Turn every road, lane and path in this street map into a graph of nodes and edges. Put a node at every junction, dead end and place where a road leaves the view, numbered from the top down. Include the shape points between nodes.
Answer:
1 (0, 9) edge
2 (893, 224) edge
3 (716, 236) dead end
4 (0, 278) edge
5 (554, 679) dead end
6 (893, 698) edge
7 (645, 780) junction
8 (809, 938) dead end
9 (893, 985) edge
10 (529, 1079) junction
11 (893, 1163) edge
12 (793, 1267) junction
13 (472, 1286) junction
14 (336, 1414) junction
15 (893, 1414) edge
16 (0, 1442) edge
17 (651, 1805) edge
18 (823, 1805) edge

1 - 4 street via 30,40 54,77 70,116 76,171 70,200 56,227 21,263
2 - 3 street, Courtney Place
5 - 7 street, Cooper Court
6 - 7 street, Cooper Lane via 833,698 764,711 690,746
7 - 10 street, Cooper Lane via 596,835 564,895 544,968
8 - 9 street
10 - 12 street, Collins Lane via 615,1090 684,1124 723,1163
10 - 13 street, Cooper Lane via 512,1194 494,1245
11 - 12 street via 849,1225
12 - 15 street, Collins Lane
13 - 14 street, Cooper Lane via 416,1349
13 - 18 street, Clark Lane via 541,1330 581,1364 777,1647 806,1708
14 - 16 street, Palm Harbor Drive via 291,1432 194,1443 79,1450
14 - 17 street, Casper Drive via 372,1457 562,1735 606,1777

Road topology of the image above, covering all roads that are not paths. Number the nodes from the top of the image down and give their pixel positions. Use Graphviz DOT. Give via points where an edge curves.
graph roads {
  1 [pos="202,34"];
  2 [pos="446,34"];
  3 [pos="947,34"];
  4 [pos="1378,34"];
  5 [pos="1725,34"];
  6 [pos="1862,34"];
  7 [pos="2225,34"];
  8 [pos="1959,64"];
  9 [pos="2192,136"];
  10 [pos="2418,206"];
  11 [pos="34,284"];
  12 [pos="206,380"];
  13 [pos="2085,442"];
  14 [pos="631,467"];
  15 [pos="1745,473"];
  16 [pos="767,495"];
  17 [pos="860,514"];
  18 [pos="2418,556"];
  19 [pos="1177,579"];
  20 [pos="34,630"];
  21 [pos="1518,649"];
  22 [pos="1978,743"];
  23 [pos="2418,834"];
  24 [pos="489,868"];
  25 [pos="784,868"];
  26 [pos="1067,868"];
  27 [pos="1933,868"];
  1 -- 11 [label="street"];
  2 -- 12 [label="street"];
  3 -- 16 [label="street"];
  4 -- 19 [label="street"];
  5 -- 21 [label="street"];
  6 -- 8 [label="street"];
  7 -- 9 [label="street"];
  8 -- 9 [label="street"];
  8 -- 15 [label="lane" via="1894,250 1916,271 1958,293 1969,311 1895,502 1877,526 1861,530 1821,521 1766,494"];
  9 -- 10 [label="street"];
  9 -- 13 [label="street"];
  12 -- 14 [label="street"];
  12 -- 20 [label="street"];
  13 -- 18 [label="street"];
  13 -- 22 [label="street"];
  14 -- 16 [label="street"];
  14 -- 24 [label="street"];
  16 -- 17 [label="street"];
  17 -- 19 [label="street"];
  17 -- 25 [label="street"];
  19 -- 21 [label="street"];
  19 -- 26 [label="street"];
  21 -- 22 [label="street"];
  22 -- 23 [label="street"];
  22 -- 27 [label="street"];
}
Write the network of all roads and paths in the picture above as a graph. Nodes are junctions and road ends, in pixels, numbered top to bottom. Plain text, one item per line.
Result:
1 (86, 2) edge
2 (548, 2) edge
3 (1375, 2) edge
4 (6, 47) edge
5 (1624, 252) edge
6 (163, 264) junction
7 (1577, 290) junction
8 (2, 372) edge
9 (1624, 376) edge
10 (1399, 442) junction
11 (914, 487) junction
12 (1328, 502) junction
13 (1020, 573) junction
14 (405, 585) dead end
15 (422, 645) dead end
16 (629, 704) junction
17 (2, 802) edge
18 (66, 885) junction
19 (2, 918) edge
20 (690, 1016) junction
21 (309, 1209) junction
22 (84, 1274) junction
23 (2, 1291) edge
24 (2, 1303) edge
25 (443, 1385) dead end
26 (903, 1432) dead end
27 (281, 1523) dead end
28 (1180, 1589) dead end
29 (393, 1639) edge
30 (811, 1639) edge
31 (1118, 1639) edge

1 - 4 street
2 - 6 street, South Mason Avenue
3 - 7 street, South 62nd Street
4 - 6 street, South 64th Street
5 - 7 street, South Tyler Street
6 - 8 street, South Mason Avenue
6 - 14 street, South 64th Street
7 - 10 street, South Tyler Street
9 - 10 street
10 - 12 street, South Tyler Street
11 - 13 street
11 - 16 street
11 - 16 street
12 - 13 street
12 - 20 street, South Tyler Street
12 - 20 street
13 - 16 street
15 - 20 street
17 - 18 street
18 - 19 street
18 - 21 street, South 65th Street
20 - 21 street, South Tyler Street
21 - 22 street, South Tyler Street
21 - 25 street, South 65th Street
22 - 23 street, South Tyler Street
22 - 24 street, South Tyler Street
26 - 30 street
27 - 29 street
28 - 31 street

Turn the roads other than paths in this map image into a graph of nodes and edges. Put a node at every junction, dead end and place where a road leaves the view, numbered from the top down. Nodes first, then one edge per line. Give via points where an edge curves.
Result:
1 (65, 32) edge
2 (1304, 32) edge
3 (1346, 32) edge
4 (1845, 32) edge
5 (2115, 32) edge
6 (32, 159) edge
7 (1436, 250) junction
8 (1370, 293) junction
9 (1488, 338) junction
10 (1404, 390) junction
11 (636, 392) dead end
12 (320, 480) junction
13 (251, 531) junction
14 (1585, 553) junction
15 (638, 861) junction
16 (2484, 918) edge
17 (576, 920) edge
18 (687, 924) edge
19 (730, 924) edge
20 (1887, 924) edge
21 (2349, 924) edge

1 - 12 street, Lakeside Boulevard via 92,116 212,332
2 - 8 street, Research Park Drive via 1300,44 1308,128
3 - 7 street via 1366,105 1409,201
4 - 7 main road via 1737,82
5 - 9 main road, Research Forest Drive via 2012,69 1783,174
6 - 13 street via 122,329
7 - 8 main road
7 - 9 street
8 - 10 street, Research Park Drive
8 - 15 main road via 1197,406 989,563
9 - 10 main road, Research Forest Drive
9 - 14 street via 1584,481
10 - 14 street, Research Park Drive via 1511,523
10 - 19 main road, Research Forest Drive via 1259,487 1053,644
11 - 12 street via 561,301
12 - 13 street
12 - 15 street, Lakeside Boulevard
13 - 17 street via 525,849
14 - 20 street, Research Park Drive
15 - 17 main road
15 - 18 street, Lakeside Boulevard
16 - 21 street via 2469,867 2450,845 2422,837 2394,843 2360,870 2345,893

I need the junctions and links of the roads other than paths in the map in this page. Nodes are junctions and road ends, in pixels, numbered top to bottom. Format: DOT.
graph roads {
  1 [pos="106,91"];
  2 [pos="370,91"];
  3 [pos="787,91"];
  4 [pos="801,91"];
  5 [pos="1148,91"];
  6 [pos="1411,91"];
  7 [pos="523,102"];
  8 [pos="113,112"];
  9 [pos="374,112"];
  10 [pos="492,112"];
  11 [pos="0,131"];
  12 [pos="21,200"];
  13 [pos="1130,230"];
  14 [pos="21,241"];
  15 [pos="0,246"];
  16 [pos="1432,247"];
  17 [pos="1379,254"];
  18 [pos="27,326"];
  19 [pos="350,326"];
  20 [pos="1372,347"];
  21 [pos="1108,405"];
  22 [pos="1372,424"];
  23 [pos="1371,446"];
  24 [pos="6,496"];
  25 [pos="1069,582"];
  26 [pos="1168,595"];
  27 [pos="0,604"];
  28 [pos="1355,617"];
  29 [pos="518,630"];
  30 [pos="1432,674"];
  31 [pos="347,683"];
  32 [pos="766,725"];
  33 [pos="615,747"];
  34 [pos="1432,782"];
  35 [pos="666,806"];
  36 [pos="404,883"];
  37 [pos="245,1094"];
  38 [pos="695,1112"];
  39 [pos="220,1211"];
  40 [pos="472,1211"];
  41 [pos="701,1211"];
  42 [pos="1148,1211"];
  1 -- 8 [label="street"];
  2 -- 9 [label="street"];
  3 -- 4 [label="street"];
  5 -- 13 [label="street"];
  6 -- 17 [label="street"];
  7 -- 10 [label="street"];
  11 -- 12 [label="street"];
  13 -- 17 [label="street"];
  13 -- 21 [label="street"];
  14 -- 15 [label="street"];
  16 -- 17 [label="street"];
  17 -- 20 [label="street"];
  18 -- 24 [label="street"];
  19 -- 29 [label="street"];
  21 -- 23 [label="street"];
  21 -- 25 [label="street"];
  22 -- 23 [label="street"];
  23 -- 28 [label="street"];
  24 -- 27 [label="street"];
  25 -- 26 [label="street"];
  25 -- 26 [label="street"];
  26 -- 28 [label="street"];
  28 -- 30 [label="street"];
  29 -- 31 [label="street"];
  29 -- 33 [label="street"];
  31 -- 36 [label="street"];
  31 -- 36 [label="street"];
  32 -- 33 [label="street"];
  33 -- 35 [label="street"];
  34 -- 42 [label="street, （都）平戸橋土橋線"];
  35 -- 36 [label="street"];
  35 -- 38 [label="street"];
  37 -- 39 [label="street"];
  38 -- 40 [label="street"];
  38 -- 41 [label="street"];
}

Work task: Note every line of the entries in which "paths" appears, and copy it down.

Your response:
Road topology of the image above, covering all roads that are not paths. Number the nodes from the top of the image down and give their pixel positions. Use Graphviz DOT. Give via points where an edge curves.
Write the network of all roads and paths in the picture above as a graph. Nodes are junctions and road ends, in pixels, numbered top to bottom. Plain text, one item per line.
Turn the roads other than paths in this map image into a graph of nodes and edges. Put a node at every junction, dead end and place where a road leaves the view, numbered from the top down. Nodes first, then one edge per line. Give via points where an edge curves.
I need the junctions and links of the roads other than paths in the map in this page. Nodes are junctions and road ends, in pixels, numbered top to bottom. Format: DOT.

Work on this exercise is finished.